Marburg virus is a haemorrhagic fever considered to be extremely dangerous.
It is transmitted to humans by a species of fruit bats and between people via body fluids and broken skin.
Disease from the virus can cause bleeding (haemorrhage), fever, and other symptoms similar to Ebola, such as high fever, severe headache and malaise. Many patients develop severe haemorrhagic signs within seven days.
Case fatality rates have varied from 24 percent to 88 percent in past outbreaks.
The two patients from the southern Ashanti region were unrelated and they showed symptoms including diarrhoea, fever, nausea and vomiting.
WHO Representative in Ghana, Dr Francis Kasolo, said: “The health authorities are on the ground investigating the situation and preparing for a possible outbreak response.

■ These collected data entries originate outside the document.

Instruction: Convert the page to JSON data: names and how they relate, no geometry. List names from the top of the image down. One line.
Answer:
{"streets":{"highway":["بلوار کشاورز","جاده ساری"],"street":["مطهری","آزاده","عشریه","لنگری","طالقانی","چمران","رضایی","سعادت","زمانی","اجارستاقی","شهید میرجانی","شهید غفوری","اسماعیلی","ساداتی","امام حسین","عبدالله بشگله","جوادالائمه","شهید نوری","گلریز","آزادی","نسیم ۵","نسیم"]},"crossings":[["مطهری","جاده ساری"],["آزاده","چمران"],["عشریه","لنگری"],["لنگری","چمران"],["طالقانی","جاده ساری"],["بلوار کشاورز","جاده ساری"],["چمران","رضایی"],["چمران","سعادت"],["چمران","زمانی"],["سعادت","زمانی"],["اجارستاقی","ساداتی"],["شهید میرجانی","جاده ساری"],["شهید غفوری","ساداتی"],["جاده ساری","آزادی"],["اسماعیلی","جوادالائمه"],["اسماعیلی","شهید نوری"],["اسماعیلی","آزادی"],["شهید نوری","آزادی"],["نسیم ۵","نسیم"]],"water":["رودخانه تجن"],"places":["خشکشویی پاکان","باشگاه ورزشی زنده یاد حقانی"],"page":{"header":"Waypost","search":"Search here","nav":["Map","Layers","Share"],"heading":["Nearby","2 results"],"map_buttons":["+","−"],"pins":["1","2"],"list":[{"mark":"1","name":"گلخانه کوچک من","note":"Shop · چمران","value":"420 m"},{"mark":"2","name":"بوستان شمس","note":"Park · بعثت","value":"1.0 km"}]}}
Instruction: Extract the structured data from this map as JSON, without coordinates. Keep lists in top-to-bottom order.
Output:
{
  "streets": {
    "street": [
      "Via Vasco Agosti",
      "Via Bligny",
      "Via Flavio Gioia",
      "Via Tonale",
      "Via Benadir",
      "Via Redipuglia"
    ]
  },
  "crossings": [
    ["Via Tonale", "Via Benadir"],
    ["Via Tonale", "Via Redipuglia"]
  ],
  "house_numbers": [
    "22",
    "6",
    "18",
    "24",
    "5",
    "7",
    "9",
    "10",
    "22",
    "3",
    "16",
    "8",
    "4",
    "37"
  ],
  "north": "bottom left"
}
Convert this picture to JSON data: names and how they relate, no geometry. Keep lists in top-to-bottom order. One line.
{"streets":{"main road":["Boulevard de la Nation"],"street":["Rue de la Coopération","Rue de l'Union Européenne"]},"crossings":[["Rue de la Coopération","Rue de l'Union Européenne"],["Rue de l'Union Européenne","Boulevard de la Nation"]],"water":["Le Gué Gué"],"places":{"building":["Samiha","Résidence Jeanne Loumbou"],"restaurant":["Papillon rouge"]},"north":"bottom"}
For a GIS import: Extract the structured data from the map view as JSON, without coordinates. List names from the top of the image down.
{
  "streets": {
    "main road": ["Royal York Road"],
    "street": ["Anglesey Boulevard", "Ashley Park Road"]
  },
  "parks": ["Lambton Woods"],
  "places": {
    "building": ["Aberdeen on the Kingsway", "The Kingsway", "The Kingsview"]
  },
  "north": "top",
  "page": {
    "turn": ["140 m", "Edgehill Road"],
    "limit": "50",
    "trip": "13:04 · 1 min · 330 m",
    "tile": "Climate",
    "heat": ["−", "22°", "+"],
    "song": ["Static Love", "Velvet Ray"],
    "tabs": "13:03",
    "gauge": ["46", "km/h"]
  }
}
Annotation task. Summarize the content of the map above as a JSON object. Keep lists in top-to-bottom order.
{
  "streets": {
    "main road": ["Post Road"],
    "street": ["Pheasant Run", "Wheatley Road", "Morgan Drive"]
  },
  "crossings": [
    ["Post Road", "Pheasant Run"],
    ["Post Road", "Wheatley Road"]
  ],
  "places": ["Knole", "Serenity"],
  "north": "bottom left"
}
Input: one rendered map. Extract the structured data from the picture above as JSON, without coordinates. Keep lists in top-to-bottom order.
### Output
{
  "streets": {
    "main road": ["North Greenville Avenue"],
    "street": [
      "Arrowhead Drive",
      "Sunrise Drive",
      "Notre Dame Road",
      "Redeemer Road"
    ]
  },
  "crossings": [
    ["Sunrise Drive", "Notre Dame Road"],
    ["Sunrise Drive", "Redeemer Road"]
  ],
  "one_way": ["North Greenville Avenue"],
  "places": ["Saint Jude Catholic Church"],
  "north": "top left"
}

“We are working closely with the country to ramp up detection, track contacts, be ready to control the spread of the virus.”
WHO said it is deploying experts to support Ghana’s health authorities by bolstering disease surveillance, testing, tracing contacts and preparing to treat patients.
The organisation is reportedly also working with communities to alert and educate about the risks and dangers of the disease and to collaborate with emergency response teams.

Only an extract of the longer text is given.